SUPPLIED RECORDS below:

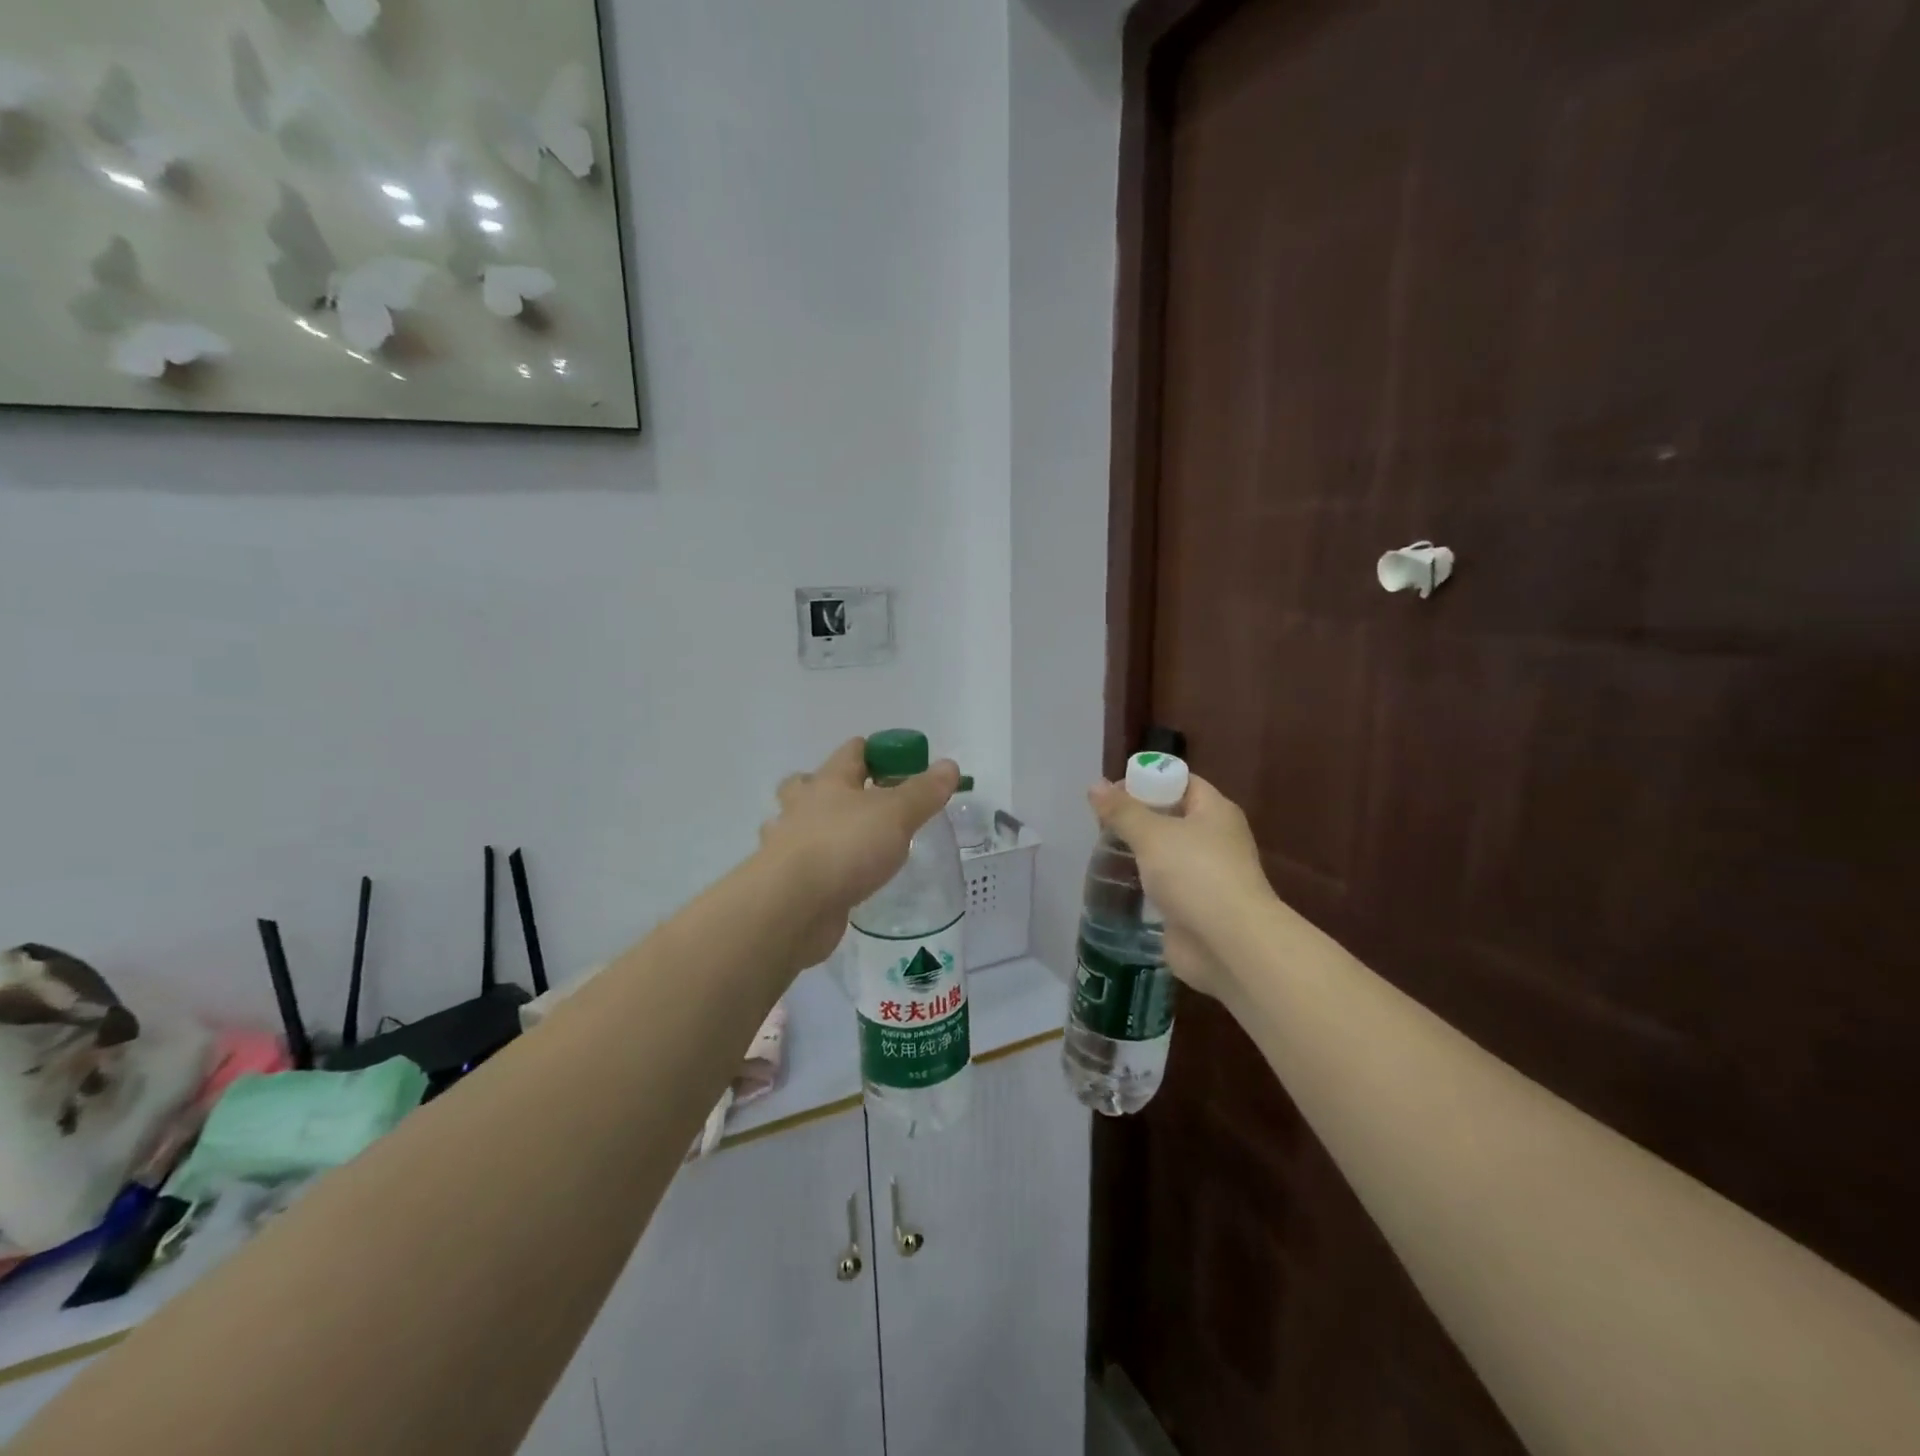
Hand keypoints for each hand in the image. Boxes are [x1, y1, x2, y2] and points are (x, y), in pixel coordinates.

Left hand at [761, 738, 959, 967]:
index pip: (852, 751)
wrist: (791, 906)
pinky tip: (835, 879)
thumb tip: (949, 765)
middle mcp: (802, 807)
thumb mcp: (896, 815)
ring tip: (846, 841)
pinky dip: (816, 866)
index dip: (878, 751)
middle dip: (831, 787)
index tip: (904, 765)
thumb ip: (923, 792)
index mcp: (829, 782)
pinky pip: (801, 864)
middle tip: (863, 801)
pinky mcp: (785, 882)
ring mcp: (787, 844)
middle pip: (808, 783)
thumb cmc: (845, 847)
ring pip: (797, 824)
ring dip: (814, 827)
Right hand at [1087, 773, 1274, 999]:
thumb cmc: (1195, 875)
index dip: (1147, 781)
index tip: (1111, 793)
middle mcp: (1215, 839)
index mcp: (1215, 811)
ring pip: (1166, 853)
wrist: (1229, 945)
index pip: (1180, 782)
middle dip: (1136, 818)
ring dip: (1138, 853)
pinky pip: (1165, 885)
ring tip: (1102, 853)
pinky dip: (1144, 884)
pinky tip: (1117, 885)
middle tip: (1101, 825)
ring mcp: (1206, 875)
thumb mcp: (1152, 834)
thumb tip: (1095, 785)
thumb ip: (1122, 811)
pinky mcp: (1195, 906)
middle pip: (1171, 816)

End of SUPPLIED RECORDS.

_YOUR TASK_. Once the pictures are removed, print all the remaining data exactly as it stands.

_ANSWER TO THE PROBLEM_.
Hand keypoints for each hand in the image. Boxes are [x1, y1, x2, y2] and points are (x, y), in pixel coordinates.

Left hand at [761, 738, 959, 967]:
index pip: (852, 751)
wrist: (791, 906)
pinky tip: (835, 879)
thumb tip: (949, 765)
middle mcp: (802, 807)
thumb mcp: (896, 815)
ring tip: (846, 841)
pinky dip: (816, 866)
index dip: (878, 751)
middle dip: (831, 787)
index tip: (904, 765)
thumb ip: (923, 792)
index mcp: (829, 782)
pinky pip: (801, 864)
middle tip: (863, 801)
pinky mcp: (785, 882)
ring mcp: (787, 844)
middle pip: (808, 783)
thumb cmc: (845, 847)
ring pip: (797, 824)
ring dip: (814, 827)
Right hand at [1087, 773, 1274, 999]:
thumb cmc: (1195, 875)
index dip: (1147, 781)
index tip: (1111, 793)
middle mcp: (1215, 839)
index mcp: (1215, 811)
ring pip: (1166, 853)
wrist: (1229, 945)
index pip: (1180, 782)
middle dip: (1136, 818)
ring dip: (1138, 853)
pinky pip: (1165, 885)
ring tip: (1102, 853)
pinky dip: (1144, 884)
pinky tip: (1117, 885)
middle tip: (1101, 825)
ring mcp: (1206, 875)
thumb mcp: (1152, 834)
thumb tip: (1095, 785)
thumb ip: (1122, 811)
pinky mcp: (1195, 906)
middle pip: (1171, 816)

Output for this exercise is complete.